3. The polystyrene material according to claim 1, wherein the phosphorus-based flame retardant comprises triphenyl phosphate, bisphenol A-bis(diphenyl phosphate), resorcinol-bis(diphenyl phosphate) phenyl ester), hydroquinone bis (diphenyl phosphate), resorcinol bis [bis (2,6-dimethylphenyl) phosphate] or one or more; nitrogen flame retardant Agents include tris (2-hydroxyethyl) isocyanurate, triglycidyl isocyanurate, melamine cyanurate, melamine polyphosphate, dicyandiamide, ammonium polyphosphate, amine borate, dicyandiamide formaldehyde resin one or more of.
4. The polystyrene material according to claim 1, characterized in that, the particle size D50 of the low-melting point glass powder is 0.5-7 μm; the average rubber particle size of the toughening agent is 250-500 nm.
5. The polystyrene material according to claim 1, wherein the polyolefin graft comprises PP grafted with maleic anhydride; the grafting rate of the maleic anhydride is 1-2%.
6. The polystyrene material according to claim 1, wherein the weight portion of the polyphenylene ether resin is 28 to 35 parts; the weight portion of the polystyrene resin is 10 to 30 parts; the weight portion of the phosphorus-based flame retardant is 17-19 parts by weight; 6-7 parts by weight of nitrogen-based flame retardant; 2-3 parts by weight of low-melting glass powder; 13-18 parts by weight of toughening agent; 3 parts by weight of polyolefin graft ~ 4 servings.
7. The polystyrene material according to claim 1, characterized in that, the material also includes 0 to 2 parts of processing aids; the processing aids include anti-dripping agents, antioxidants, lubricants, weather-resistant agents, One or more of the colorants.
8. A method for preparing a halogen-free high-gloss flame-retardant polystyrene material according to any one of claims 1 to 6, comprising:

   (1) Mix low-melting glass powder and silicone oil at a ratio of 0.8-1.5 g: 0.3-1.2 mL to obtain a low-melting glass powder mixture;

   (2) In parts by weight, 27-38 parts of polyphenylene ether resin, 5-33 parts of polystyrene resin, 15-20 parts of phosphorus-based flame retardant, 5-8 parts of nitrogen-based flame retardant, and 12 parts of toughening agent ~22 parts and 2~5 parts of polyolefin grafts are pre-mixed, and the obtained mixture is added to the twin-screw extruder, and the low-melting point glass powder mixture in step (1) is added to the twin-screw extruder, extruded and granulated , to obtain a halogen-free high-gloss flame-retardant polystyrene material, wherein the parts by weight of the low-melting point glass powder are 1-5 parts.

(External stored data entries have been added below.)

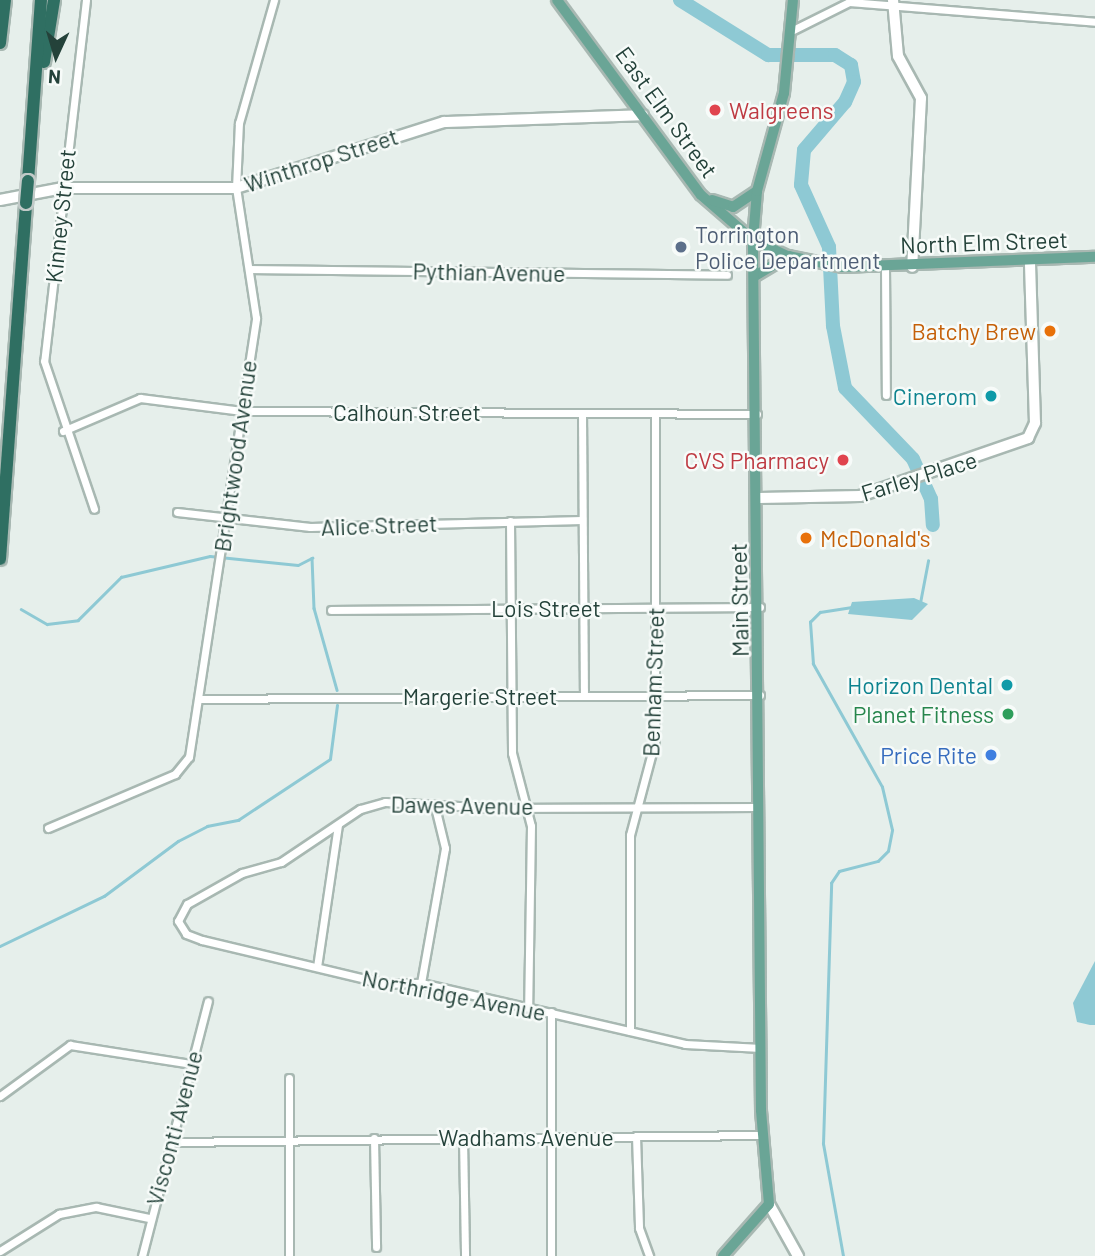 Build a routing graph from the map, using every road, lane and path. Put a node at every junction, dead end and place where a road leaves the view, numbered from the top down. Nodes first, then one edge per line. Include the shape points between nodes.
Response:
1 (5, 0) edge
2 (41, 0) edge
3 (54, 0) edge
4 (86, 0) edge
5 (274, 0) edge
6 (557, 0) edge
7 (793, 0) edge
8 (849, 2) edge
9 (893, 3) edge
10 (1095, 22) edge
11 (793, 30) junction
12 (0, 43) edge
13 (643, 115) junction
14 (33, 128) junction
15 (63, 188) junction
16 (236, 188) junction
17 (757, 191) junction
18 (701, 195) junction
19 (0, 200) edge
20 (753, 240) junction
21 (788, 256) junction
22 (1095, 257) edge
23 (1030, 262) junction
24 (885, 267) junction
25 (912, 267) junction
26 (251, 269) junction
27 (727, 275) dead end
28 (755, 276) junction
29 (886, 395) dead end
30 (242, 411) junction
31 (582, 413) junction
32 (656, 414) junction
33 (757, 414) junction
34 (63, 431) junction
35 (759, 498) junction
36 (94, 509) dead end
37 (177, 512) dead end
38 (226, 516) junction
39 (582, 520) junction
40 (510, 521) junction
41 (0, 559) edge
42 (512, 607) junction
43 (656, 607) junction
44 (760, 607) junction
45 (583, 608) junction
46 (331, 610) dead end
47 (761, 695) junction
48 (512, 696) junction
49 (584, 696) junction
50 (656, 696) junction
51 (199, 699) junction
52 (435, 807) junction
53 (527, 807) junction
54 (635, 807) junction
55 (763, 807) junction
56 (338, 825) junction
57 (48, 828) dead end
58 (187, 904) joint
59 (317, 967) junction
60 (421, 984) junction
61 (208, 1001) dead end
62 (528, 1007) junction
63 (551, 1012) junction
64 (630, 1031) junction
65 (761, 1048) junction
66 (191, 1064) junction
67 (289, 1078) dead end
68 (0, 1096) edge
69 (763, 1135) junction
70 (636, 1136) junction
71 (550, 1137) junction
72 (374, 1138) junction
73 (463, 1138) junction
74 (288, 1139) junction
75 (172, 1142) junction
76 (769, 1204) junction
77 (149, 1218) junction
78 (376, 1247) dead end
79 (0, 1251) edge
80 (142, 1256) edge
81 (289, 1256) edge
82 (465, 1256) edge
83 (551, 1256) edge
84 (649, 1256) edge
85 (723, 1256) edge
86 (798, 1256) edge

1 - 12 highway
2 - 14 highway
3 - 14 highway
4 - 15 street, Kinney Street
5 - 16 street, Brightwood Avenue via 239,124
6 - 13 main road, East Elm Street
7 - 11 main road, Main Street
8 - 9 street
8 - 11 street
9 - 10 street
9 - 25 main road via 898,56 921,98
11 - 17 main road, Main Street
13 - 16 main road, Winthrop Street via 444,122
13 - 18 main road, East Elm Street
14 - 41 highway, bridge
15 - 16 main road, Winthrop Street
15 - 19 main road, Winthrop Street
15 - 34 street, Kinney Street via 44,361
16 - 26 street, Brightwood Avenue
17 - 18 main road via 733,207
17 - 20 main road, Main Street
18 - 20 main road, East Elm Street
20 - 21 main road, North Elm Street
20 - 28 main road, Main Street
21 - 24 main road, North Elm Street via 842,267
21 - 28 main road
22 - 23 main road, North Elm Street
23 - 25 main road, North Elm Street
23 - 35 main road, Farley Place via 1031,435 912,482 860,496
24 - 25 main road, North Elm Street
24 - 29 street
26 - 27 street, Pythian Avenue
26 - 30 street, Brightwood Avenue via 256,318
28 - 33 main road, Main Street
30 - 31 street, Calhoun Street
30 - 34 street, Calhoun Street via 140,398
30 - 38 street, Brightwood Avenue
31 - 32 street, Calhoun Street
31 - 39 street
32 - 33 street, Calhoun Street
32 - 43 street, Benham Street
33 - 35 main road, Main Street
34 - 36 street, Kinney Street
35 - 44 main road, Main Street
37 - 38 street, Alice Street
38 - 40 street, Alice Street via 310,527
38 - 51 street, Brightwood Avenue
39 - 40 street, Alice Street
39 - 45 street
40 - 42 street
42 - 45 street, Lois Street
42 - 46 street, Lois Street
42 - 48 street
43 - 44 street, Lois Street
43 - 45 street, Lois Street
43 - 50 street, Benham Street
44 - 47 main road, Main Street
45 - 49 street
47 - 50 street, Margerie Street
47 - 55 main road, Main Street
48 - 49 street, Margerie Street
48 - 51 street, Margerie Street
48 - 53 street via 512,753
49 - 50 street, Margerie Street
50 - 54 street, Benham Street via 652,762
51 - 57 street, Brightwood Avenue via 189,757 175,774
52 - 53 street, Dawes Avenue
52 - 56 street, Dawes Avenue via 385,802
52 - 60 street via 445,848
53 - 54 street, Dawes Avenue
53 - 62 street
54 - 55 street, Dawes Avenue
54 - 64 street, Benham Street
55 - 65 main road, Main Street
56 - 58 street, Dawes Avenue via 281,862 243,873
56 - 59 street
58 - 59 street, Northridge Avenue via 178,920 186,934
59 - 60 street, Northridge Avenue via 386,984
60 - 62 street, Northridge Avenue
61 - 66 street, Visconti Avenue
62 - 63 street, Northridge Avenue
63 - 64 street, Northridge Avenue
63 - 71 street
64 - 65 street, Northridge Avenue via 685,1044
65 - 69 main road, Main Street
66 - 68 street via 70,1045
66 - 75 street, Visconti Avenue
67 - 74 street
69 - 70 street, Wadhams Avenue
69 - 76 main road, Main Street
70 - 71 street, Wadhams Avenue
70 - 84 street via 639,1228
71 - 73 street, Wadhams Avenue
71 - 83 street
72 - 73 street, Wadhams Avenue
72 - 74 street, Wadhams Avenue
72 - 78 street
73 - 82 street
74 - 75 street, Wadhams Avenue
74 - 81 street
75 - 77 street, Visconti Avenue
76 - 85 main road
76 - 86 main road
77 - 79 street via 96,1207 59,1214
77 - 80 street, Visconti Avenue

9. The preparation method according to claim 8, characterized in that 0 to 2 parts of processing aids are added during pre-mixing in the step (2); the low melting point glass powder mixture is added to the twin-screw extruder in the fifth section of the screw extruder. Barrel; the screw temperature of each section of the twin-screw extruder is 180-300°C, the aspect ratio is 30-45, and the screw speed is 200-500 rpm.
10. An application of the polystyrene material according to any one of claims 1 to 6 in household appliances, office supplies or information and communication appliances.